Our Intelligence insights are provided by Alastair Winter, our resident advisor on Geopolitics, Marcoeconomics and Global Financial Markets.

 

The 2020 'Gold Rush'

The above misquotation from Laurel and Hardy is a handy way of clarifying that the ‘Gold’ in the 2020 ‘Gold Rush’ is not the yellow metal itself (although it is actually also proving quite popular in its own right) but equities and related risk assets such as junk bonds, collateralised loan obligations, leveraged loans, options, futures and and even more complex derivative contracts. This ‘Gold Rush’ has all the historic features of greed, hype, frenzy, panic and fraud as well as a cast of the good, bad and ugly adventurers, pioneers, experts, middlemen, oligarchs and, of course, charlatans and fools. There is even with COVID-19 a real fever to add to FOMO! It is also the case that, as in the historic gold rushes in Australia, South Africa, the US and Canada, there really is value being ‘mined’ in global financial markets in 2020 and not merely bubbles that will end in a pop. What is definitely different this time, however, is reliance on governments and central banks, which dramatically raises the political and economic stakes as well those in global financial markets.

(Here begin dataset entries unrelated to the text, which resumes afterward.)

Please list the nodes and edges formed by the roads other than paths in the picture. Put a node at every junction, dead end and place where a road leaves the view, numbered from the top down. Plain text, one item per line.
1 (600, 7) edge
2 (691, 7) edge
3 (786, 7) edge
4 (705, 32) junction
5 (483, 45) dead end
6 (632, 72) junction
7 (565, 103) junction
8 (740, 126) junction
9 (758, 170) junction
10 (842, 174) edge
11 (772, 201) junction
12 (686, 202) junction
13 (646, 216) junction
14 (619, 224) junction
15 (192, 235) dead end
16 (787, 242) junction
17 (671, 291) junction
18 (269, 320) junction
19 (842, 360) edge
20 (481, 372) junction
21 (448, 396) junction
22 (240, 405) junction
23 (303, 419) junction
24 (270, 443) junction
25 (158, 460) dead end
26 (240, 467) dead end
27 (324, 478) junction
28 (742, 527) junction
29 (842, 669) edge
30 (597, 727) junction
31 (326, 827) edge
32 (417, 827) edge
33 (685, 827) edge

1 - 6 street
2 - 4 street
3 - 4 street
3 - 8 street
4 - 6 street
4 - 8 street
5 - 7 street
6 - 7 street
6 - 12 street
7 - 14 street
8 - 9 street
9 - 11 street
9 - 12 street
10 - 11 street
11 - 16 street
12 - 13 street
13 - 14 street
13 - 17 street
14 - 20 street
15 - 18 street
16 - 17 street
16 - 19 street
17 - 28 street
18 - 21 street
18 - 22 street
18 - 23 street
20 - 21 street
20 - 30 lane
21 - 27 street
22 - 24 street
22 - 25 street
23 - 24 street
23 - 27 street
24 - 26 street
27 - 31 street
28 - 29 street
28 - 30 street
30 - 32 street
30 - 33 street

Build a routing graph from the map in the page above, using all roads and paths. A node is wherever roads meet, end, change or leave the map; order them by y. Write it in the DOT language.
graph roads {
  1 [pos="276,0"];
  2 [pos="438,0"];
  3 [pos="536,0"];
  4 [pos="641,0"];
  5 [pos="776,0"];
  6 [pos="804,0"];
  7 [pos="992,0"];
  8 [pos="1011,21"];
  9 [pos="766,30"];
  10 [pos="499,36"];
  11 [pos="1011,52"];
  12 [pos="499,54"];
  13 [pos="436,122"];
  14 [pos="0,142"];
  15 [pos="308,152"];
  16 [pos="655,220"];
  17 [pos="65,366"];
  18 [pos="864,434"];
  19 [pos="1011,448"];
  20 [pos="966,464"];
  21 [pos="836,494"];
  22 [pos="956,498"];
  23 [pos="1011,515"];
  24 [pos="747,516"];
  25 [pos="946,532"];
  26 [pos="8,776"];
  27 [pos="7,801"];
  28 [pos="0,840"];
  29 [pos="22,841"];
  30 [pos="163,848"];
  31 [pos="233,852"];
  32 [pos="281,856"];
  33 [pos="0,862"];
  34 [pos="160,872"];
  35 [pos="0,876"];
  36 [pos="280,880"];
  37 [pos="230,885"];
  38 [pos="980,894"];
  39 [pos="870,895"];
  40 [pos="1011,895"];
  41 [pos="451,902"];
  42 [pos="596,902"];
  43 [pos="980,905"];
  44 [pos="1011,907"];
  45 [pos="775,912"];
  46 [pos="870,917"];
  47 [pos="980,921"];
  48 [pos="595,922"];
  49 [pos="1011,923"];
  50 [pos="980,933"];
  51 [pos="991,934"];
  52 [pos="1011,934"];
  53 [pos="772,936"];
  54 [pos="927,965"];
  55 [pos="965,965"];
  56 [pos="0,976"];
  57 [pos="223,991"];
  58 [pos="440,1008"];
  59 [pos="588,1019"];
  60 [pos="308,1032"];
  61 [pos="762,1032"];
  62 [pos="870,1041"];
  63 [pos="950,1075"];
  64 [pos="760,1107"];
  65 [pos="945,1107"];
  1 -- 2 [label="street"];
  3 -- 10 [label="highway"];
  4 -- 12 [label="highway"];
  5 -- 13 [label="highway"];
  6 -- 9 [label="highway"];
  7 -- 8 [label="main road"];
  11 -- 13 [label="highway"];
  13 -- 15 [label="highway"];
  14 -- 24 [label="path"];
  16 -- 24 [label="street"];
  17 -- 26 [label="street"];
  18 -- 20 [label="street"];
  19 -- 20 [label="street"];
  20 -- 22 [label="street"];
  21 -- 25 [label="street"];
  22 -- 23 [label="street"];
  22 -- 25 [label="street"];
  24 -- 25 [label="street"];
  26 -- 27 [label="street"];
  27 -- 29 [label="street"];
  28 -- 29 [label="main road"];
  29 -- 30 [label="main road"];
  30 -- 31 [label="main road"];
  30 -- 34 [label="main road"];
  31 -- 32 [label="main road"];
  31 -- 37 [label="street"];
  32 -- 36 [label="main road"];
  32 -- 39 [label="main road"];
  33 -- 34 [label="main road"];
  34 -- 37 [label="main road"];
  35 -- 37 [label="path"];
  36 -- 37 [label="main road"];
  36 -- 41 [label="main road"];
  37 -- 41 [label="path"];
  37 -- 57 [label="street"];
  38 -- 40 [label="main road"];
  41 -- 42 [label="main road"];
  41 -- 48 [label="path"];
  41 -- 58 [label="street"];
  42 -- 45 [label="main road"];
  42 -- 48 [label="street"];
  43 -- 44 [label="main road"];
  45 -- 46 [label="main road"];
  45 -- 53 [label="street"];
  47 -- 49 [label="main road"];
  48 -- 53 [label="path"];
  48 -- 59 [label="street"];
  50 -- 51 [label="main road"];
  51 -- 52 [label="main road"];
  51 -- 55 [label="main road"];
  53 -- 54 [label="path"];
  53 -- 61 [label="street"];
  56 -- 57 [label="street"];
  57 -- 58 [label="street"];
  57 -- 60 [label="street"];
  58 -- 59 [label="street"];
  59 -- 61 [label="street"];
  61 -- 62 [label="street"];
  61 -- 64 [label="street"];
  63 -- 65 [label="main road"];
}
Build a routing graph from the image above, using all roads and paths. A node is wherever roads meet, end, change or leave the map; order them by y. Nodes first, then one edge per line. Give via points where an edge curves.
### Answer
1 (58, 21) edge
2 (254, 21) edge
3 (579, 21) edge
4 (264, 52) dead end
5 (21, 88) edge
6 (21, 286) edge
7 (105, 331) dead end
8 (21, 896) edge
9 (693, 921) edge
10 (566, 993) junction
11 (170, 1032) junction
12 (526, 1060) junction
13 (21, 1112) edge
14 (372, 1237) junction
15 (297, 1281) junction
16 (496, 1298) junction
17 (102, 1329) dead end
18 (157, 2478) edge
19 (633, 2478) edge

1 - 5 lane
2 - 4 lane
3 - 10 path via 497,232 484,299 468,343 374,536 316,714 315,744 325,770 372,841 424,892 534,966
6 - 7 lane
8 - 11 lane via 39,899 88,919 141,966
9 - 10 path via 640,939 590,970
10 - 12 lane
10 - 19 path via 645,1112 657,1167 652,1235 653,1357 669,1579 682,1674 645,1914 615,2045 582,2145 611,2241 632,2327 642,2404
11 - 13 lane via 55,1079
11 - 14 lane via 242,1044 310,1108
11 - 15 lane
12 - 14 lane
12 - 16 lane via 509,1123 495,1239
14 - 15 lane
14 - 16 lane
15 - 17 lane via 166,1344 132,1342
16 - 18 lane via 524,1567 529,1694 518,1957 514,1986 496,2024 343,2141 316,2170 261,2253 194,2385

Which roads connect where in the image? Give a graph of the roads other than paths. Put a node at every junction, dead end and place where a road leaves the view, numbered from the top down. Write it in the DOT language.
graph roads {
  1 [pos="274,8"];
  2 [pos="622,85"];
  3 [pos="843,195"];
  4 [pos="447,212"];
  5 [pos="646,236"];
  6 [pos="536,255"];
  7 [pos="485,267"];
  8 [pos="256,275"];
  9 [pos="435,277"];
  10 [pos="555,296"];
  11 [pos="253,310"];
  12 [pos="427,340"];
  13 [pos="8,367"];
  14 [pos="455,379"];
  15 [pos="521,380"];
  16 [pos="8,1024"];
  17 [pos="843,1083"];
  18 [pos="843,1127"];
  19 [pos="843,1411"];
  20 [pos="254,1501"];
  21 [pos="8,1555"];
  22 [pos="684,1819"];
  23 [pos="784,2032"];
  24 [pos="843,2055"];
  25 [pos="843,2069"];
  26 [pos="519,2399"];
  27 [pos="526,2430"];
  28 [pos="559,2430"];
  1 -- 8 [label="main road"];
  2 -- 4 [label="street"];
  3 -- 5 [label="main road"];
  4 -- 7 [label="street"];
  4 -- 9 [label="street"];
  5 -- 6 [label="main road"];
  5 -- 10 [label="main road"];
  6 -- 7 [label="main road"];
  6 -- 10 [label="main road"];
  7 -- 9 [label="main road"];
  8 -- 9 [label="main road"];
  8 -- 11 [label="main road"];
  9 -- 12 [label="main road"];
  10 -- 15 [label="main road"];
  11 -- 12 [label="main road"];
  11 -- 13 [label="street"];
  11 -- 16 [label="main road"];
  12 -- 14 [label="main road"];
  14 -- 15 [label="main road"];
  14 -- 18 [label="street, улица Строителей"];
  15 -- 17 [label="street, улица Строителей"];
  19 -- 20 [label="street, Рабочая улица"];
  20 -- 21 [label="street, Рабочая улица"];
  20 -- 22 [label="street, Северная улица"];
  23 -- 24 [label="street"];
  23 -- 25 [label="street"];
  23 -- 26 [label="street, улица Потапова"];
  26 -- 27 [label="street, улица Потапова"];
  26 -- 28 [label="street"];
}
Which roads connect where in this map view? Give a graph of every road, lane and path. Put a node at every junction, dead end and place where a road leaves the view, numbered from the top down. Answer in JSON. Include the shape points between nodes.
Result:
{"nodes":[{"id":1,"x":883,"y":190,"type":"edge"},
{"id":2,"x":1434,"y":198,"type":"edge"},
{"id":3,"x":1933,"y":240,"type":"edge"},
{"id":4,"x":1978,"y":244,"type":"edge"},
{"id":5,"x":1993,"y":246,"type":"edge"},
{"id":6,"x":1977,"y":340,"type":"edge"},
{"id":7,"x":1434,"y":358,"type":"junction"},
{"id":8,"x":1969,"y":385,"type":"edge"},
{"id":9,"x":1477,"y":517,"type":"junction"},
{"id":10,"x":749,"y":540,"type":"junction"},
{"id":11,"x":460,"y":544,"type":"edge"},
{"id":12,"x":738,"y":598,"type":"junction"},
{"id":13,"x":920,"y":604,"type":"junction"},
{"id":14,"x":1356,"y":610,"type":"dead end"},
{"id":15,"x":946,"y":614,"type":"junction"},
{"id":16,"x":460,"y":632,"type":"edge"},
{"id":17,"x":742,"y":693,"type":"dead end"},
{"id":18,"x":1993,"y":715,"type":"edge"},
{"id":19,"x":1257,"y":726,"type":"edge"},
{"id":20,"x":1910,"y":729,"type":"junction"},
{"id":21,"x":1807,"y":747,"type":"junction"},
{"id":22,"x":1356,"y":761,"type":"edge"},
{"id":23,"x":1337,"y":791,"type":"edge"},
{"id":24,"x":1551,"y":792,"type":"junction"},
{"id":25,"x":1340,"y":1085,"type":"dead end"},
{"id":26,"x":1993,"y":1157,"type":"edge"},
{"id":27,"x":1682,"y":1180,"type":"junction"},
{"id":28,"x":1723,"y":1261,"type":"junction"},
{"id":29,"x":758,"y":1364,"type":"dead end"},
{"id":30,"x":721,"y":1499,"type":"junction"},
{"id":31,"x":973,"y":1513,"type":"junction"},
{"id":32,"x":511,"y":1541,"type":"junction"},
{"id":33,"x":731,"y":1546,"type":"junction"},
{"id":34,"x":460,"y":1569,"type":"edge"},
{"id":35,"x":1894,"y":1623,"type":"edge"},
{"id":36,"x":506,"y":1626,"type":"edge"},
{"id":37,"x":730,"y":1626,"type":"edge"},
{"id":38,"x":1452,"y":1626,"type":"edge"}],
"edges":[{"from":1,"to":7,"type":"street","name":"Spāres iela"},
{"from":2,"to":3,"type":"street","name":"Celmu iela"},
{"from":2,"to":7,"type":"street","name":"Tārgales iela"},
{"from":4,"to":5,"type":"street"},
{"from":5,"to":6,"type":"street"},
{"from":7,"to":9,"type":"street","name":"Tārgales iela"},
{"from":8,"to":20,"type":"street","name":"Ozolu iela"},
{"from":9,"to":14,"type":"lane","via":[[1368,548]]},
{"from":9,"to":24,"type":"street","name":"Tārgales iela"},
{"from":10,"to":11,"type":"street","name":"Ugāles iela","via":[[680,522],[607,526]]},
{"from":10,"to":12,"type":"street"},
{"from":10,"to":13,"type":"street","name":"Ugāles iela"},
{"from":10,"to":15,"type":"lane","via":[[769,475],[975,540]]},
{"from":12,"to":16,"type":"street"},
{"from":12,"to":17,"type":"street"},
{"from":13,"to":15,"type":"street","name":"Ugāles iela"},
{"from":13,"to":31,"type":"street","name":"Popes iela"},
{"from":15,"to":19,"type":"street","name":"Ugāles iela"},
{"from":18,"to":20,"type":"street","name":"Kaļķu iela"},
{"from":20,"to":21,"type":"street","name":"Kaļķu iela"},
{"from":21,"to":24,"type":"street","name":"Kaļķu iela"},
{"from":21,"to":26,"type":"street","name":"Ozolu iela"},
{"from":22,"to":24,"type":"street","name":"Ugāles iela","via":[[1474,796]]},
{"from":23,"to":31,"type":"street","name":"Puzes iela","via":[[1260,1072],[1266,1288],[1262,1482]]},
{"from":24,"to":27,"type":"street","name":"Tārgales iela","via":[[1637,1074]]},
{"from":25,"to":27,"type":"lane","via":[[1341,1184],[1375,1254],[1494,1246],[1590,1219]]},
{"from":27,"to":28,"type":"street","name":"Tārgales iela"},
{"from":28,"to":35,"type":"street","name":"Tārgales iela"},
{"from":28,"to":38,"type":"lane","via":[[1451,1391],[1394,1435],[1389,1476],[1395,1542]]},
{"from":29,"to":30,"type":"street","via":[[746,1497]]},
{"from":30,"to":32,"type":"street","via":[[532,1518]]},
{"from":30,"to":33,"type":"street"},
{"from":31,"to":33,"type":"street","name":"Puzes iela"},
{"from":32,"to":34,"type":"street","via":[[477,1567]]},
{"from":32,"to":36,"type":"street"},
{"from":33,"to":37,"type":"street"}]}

One can argue over exactly when this ‘Gold Rush’ started but there seems little doubt that it has been running hot since early April. Equity markets had been heating up from October last year before being rudely disrupted by COVID-19 or, rather by the lockdowns in response to the virus. However, after being kick-started by fiscal and monetary stimulus, the Rush has been back on as FOMO returned. Jitters may lead to some profit-taking but even their persisting  would only represent another phase. US equities (seemingly irrespective of size, sector, profitability and debt-service capacity) look set to have their best quarter for decades with most other equity markets tagging along and some even outrunning the rampant NASDAQ There has been record sovereign and corporate borrowing (notably including Junk bonds and leveraged loans), eagerly taken up despite miserable, if not yet negative, nominal returns on a glut of low or unrated ‘covenant-lite’ securities, with a high risk of subsequent refinancing and/or default. Speculative option trading volumes have gone through the roof. Sell-side analysts (according to FactSet) have seen little need for COVID-19 to trim their recommendations but, in any case, the most eager punters may not even be bothering to stop to read them before buying.